We grew like tempting red mushrooms on brown tree bark, thriving in the sheltered
light of the woods.
My mother, sitting on top of the picnic table, bowed her head like someone
who didn’t want to be present. Someone who’s drunk so much she’s escaped.
Her doughy shoulders sagged, her wrists swung loose as sticks. Her brown hair
has been bobbed, ironed and poorly dyed blond to the color of orange good-byes.
Jeanie, her older sister, wields her pregnant belly as a shield.

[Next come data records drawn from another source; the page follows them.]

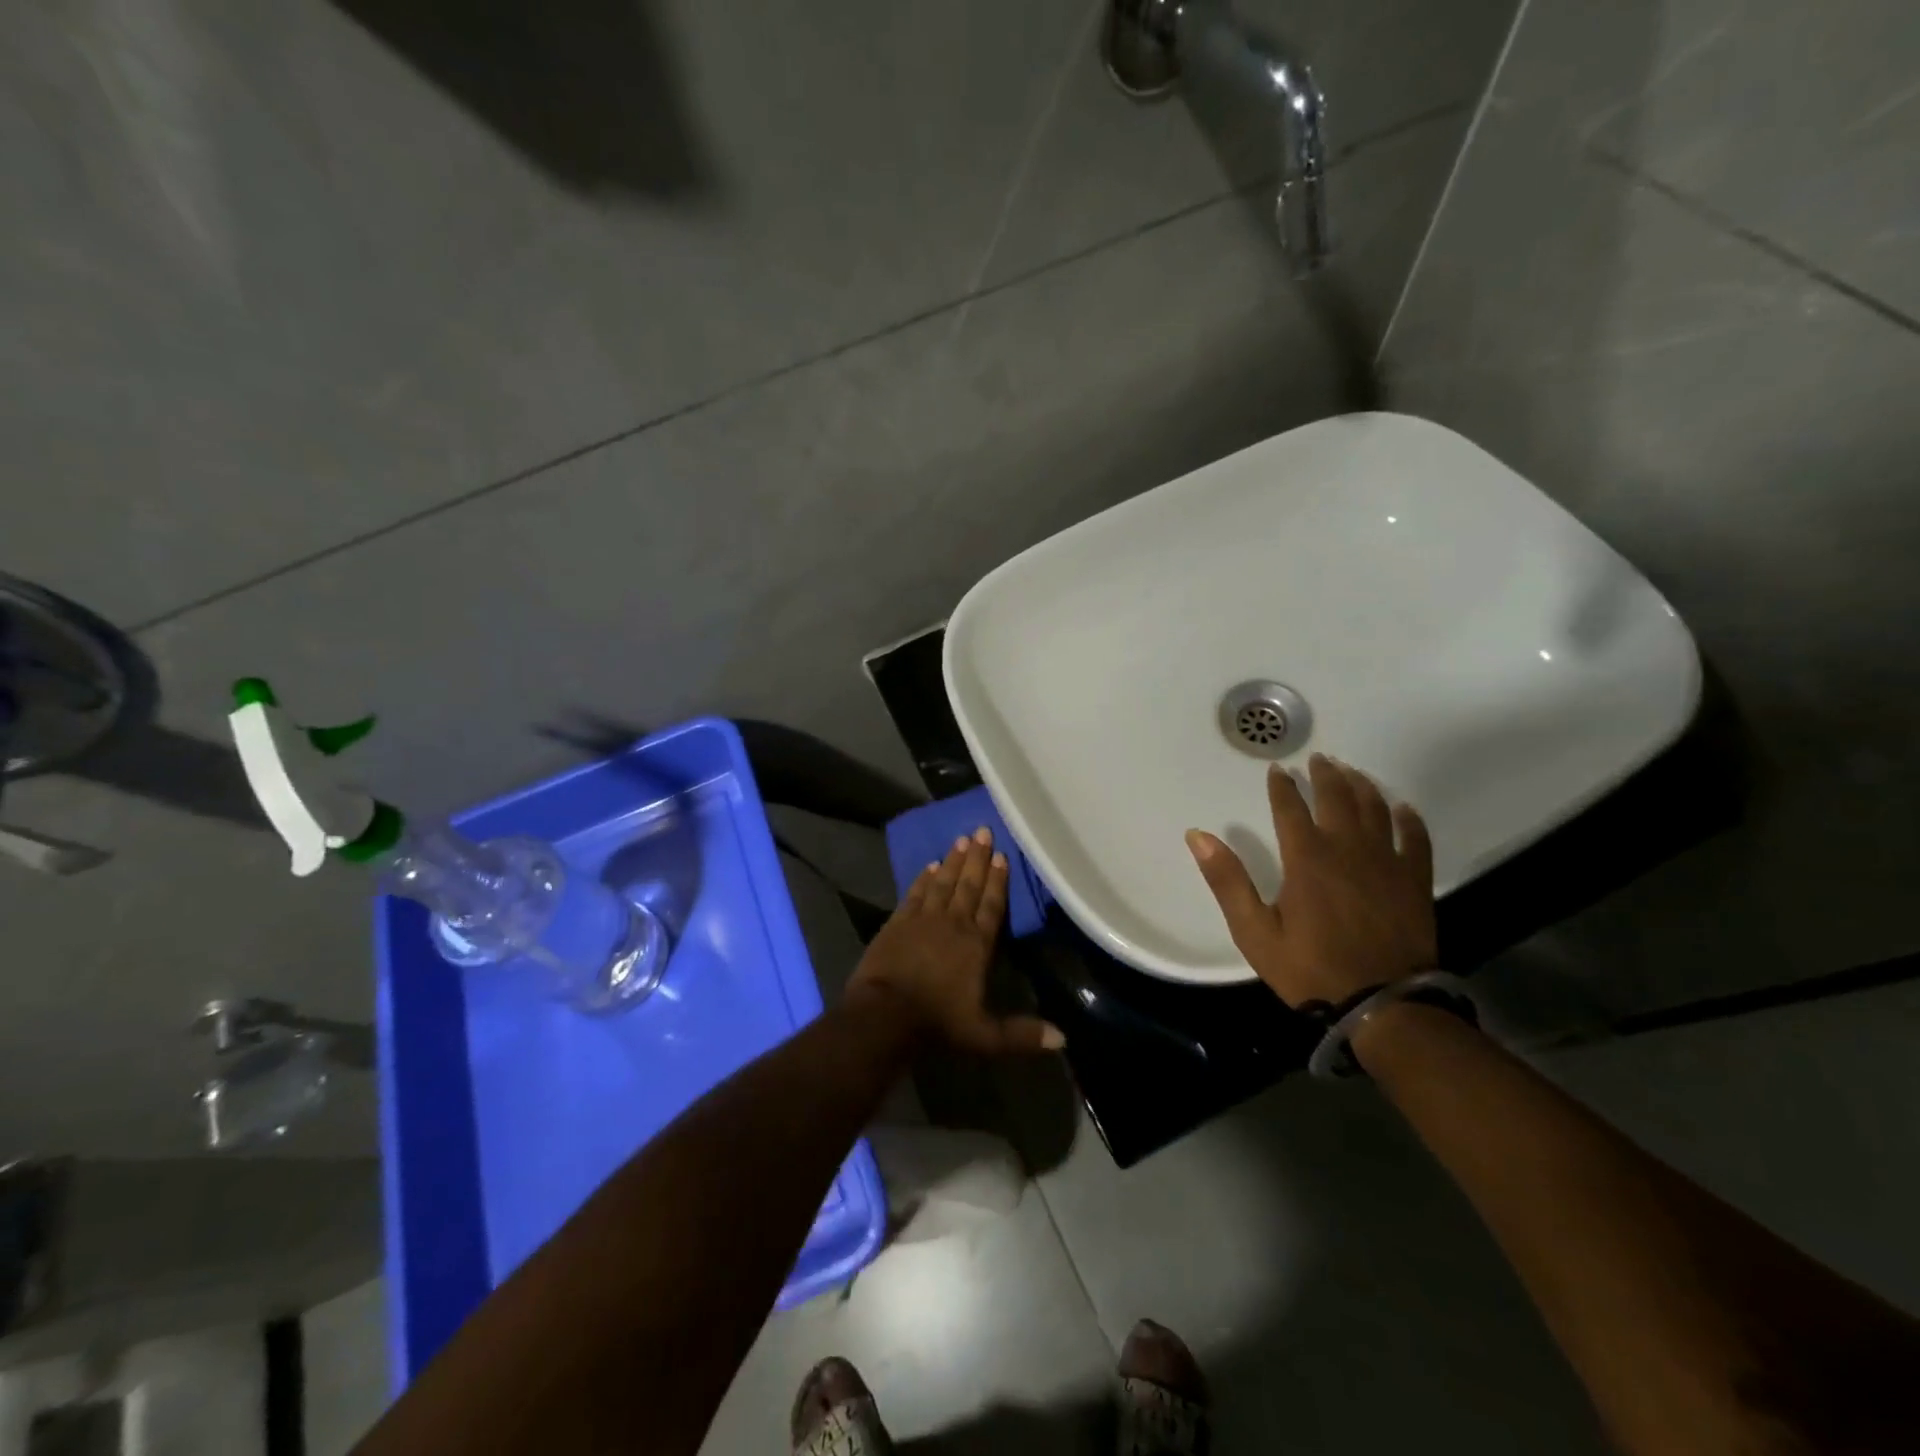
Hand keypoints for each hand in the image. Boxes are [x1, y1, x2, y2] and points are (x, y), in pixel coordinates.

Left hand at [847, 827, 1064, 1054]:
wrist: (884, 1014)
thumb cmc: (938, 1023)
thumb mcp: (985, 1035)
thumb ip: (1022, 1034)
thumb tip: (1063, 1040)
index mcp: (977, 944)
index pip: (992, 905)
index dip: (999, 881)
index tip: (1003, 856)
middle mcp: (953, 923)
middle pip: (969, 885)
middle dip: (979, 859)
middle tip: (983, 830)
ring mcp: (923, 919)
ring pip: (943, 883)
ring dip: (954, 861)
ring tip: (962, 840)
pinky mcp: (898, 922)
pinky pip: (915, 893)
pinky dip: (923, 878)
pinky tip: (930, 865)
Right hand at [1186, 754, 1436, 1008]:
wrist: (1382, 1005)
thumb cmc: (1310, 969)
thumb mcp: (1254, 931)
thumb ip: (1227, 880)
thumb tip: (1197, 836)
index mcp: (1306, 859)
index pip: (1290, 809)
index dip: (1282, 786)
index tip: (1277, 769)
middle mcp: (1347, 850)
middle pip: (1337, 799)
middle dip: (1326, 775)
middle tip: (1320, 758)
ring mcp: (1386, 863)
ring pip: (1375, 810)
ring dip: (1363, 786)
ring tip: (1353, 772)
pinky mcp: (1414, 881)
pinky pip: (1415, 839)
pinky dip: (1409, 819)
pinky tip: (1402, 808)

The Rocket Man taking the photograph of the oldest and the youngest sisters
observes Jeanie’s ripeness and the top of my mother’s head. He doesn’t call
their attention when he snaps the photo.
Kneeling in the grass I smell the last of marshmallow coals and I hear the brook
in the woods. My cousin and I talk like children do. Like lovers do.
Like cousins do. Each of us wears red and white plaid bellbottoms.

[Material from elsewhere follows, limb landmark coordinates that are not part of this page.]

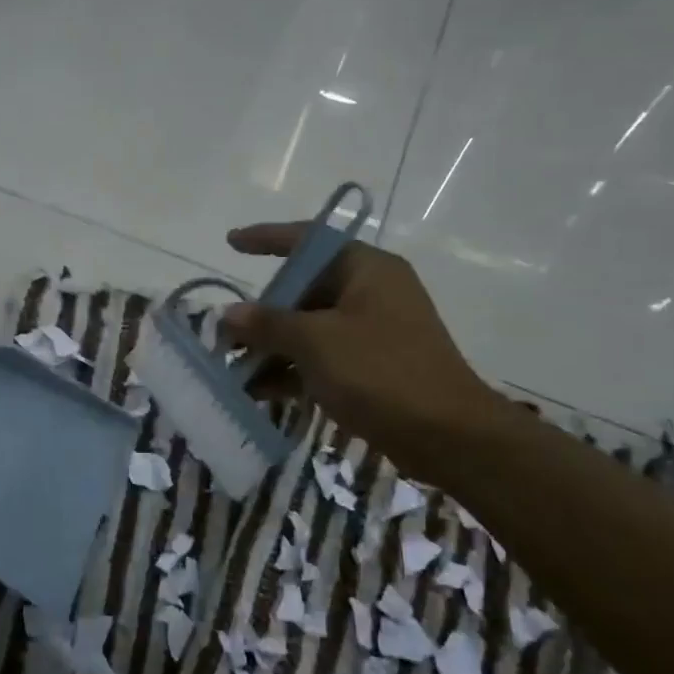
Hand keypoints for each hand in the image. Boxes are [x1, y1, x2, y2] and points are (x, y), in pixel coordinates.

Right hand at [221, 225, 508, 480]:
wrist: (446, 435)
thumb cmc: (380, 372)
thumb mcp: (316, 342)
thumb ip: (268, 324)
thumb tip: (229, 313)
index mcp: (365, 269)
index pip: (308, 240)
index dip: (267, 238)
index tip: (231, 242)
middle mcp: (370, 292)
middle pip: (304, 290)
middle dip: (262, 313)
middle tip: (226, 333)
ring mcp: (371, 331)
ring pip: (309, 329)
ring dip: (272, 348)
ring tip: (234, 369)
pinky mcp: (371, 367)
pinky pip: (321, 358)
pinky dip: (292, 371)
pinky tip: (260, 392)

Board games for boys to yell “King me!” as they cross the line.
How the men see us. We are dirt creatures. Dirt green at the edge of the green woods.
Squatting trees. Poisonous growing dangerous green things. We can blossom
and give Pussy Willow branches. We can hold Buttercups to your chins
to see if you’re favored by love. We can take it all–and steal into the woods again.